Working with Data Files On Linux

When you have a large amount of data, handling the information and making it useful can be difficult. As you saw with the du command in the previous section, it’s easy to get data overload when working with system commands.

The Linux system provides several command line tools to help you manage large amounts of data. This section covers the basic commands that every system administrator — as well as any everyday Linux user — should know how to use to make their lives easier.

Sorting data

The sort command is a popular function that comes in handy when working with large amounts of data. The sort command does what it says: It sorts data.

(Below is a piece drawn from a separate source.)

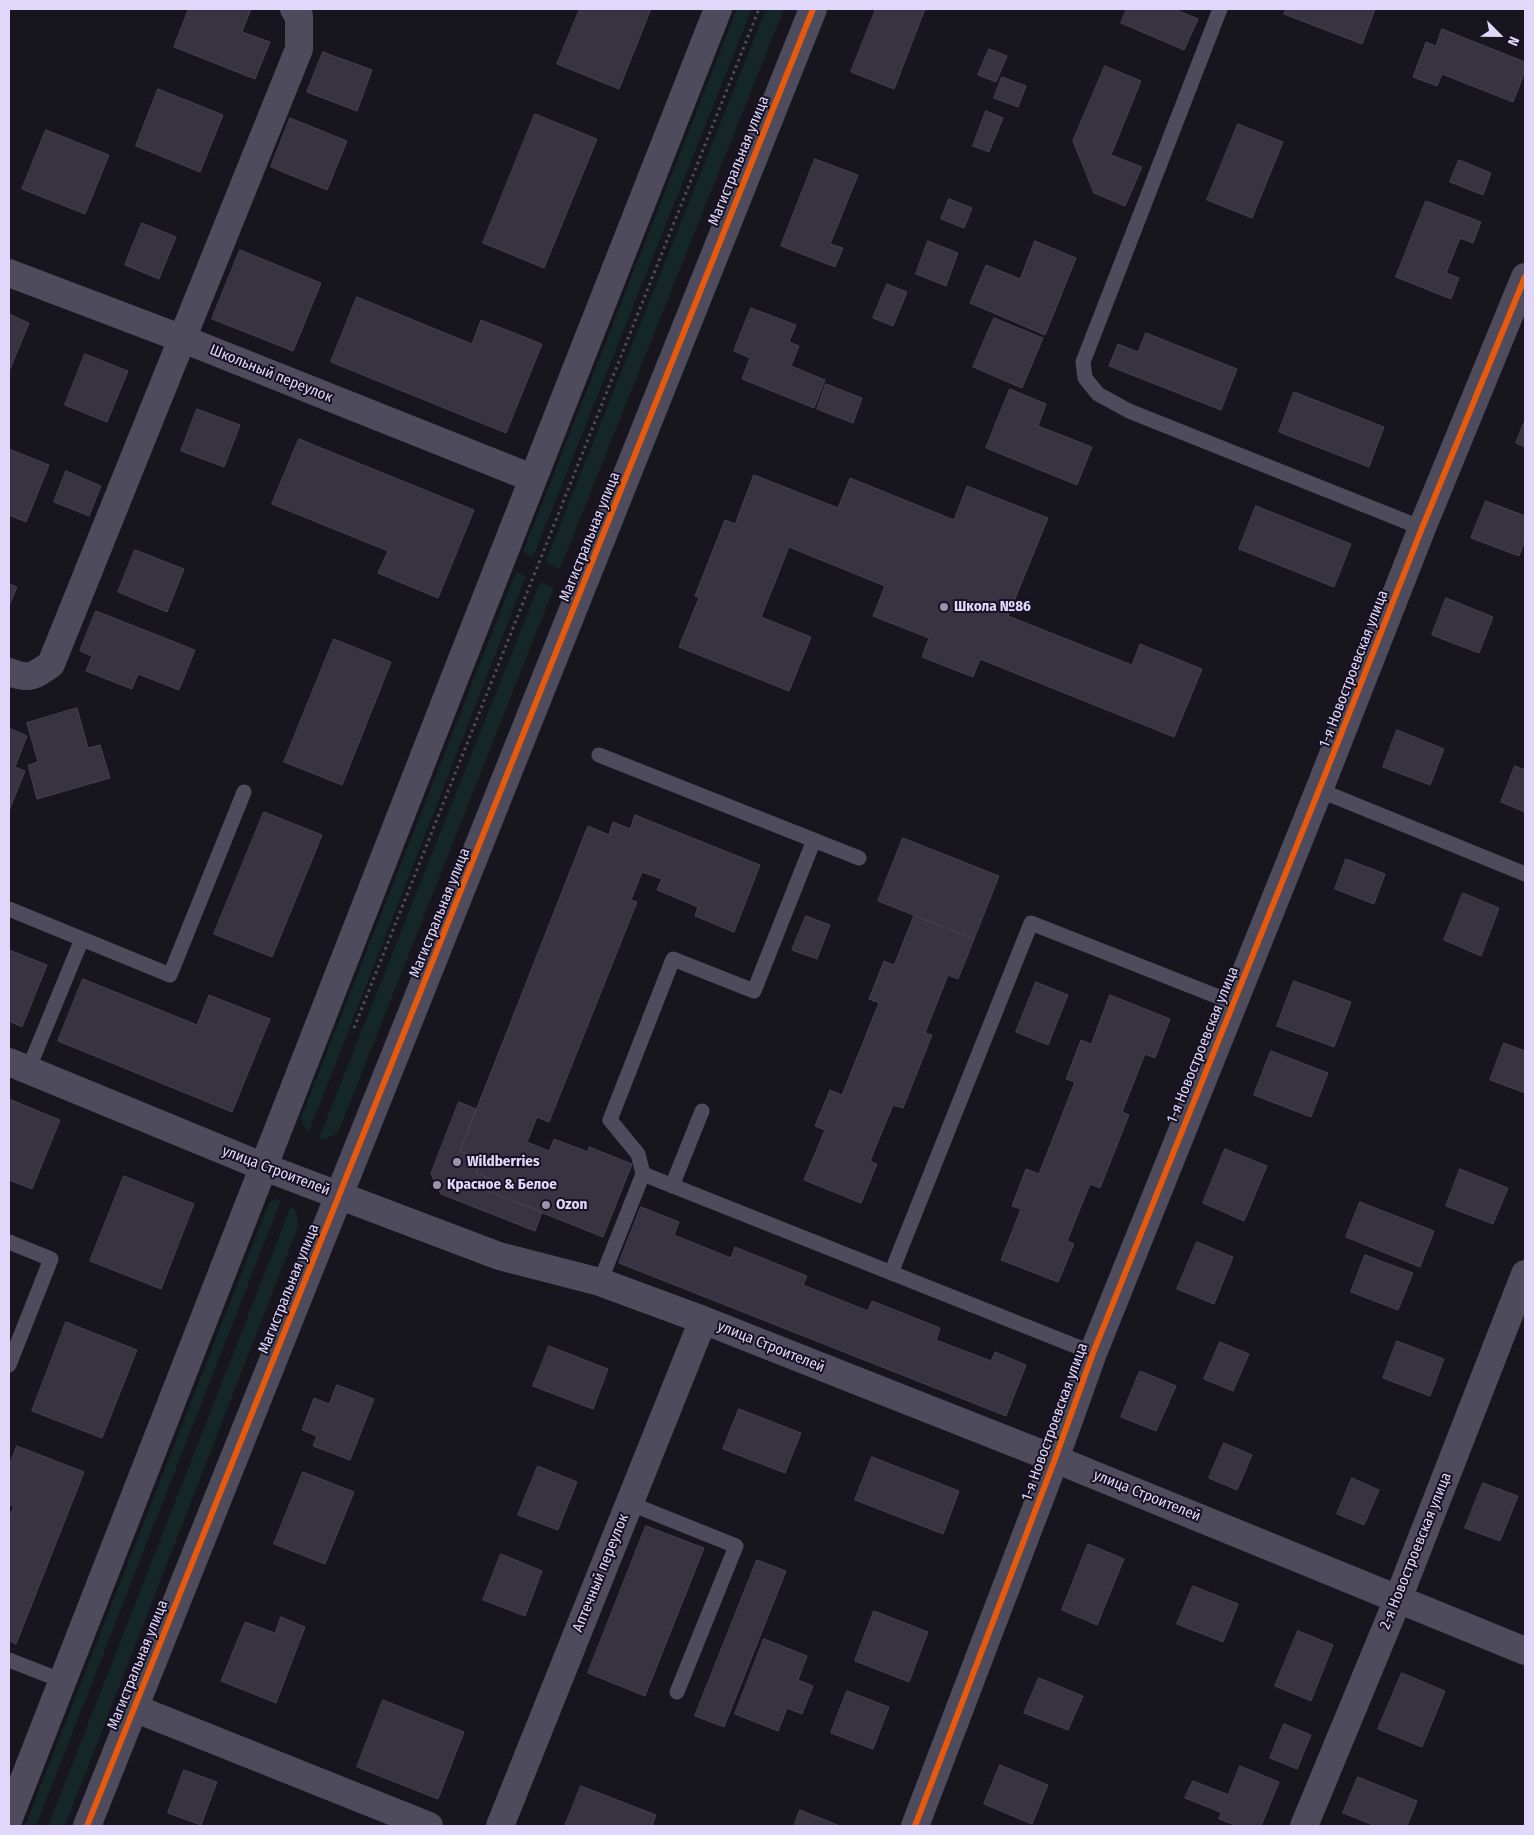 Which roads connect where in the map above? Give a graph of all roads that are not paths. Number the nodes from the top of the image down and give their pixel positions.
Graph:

By default, the sort command sorts the data lines in a text file using standard sorting rules for the language you specify as the default for the session.

$ cat file1
one
two
three
four
five
$ sort file1
five
four
one
three
two
$

It’s pretty simple, but things aren’t always as easy as they appear. Look at this example:

$ cat file2
12 100
45
3 10
145
75
$ sort file2
1 10
100
145
23 45
75
$

If you were expecting the numbers to sort in numerical order, you were disappointed. By default, the sort command interprets numbers as characters and performs a standard character sort, producing output that might not be what you want. To solve this problem, use the -n parameter, which tells the sort command to recognize numbers as numbers instead of characters and to sort them based on their numerical values:

$ sort -n file2
123 10
45
75
100
145
$

Now, that’s much better! Another common parameter that’s used is -M, the month sort. Linux log files usually contain a timestamp at the beginning of the line to indicate when the event occurred:

Sep 13 07:10:09 testbox smartd[2718]: Device: /dev/sda, opened

If you sort a file that uses timestamp dates using the default sort, you get something like
this:

$ sort file3
Apr
Aug
Dec
Feb
Jan
Jul
Jun
Mar
May
Nov
Oct
Sep
$

It’s not exactly what you wanted. If you use the -M parameter, the sort command recognizes the three-character month nomenclature and sorts appropriately:

$ sort -M file3
Jan
Feb
Mar
Apr
May
Jun
Jul
Aug
Sep
Oct
Nov
Dec
$

The Table will shows other handy sort parameters you can use.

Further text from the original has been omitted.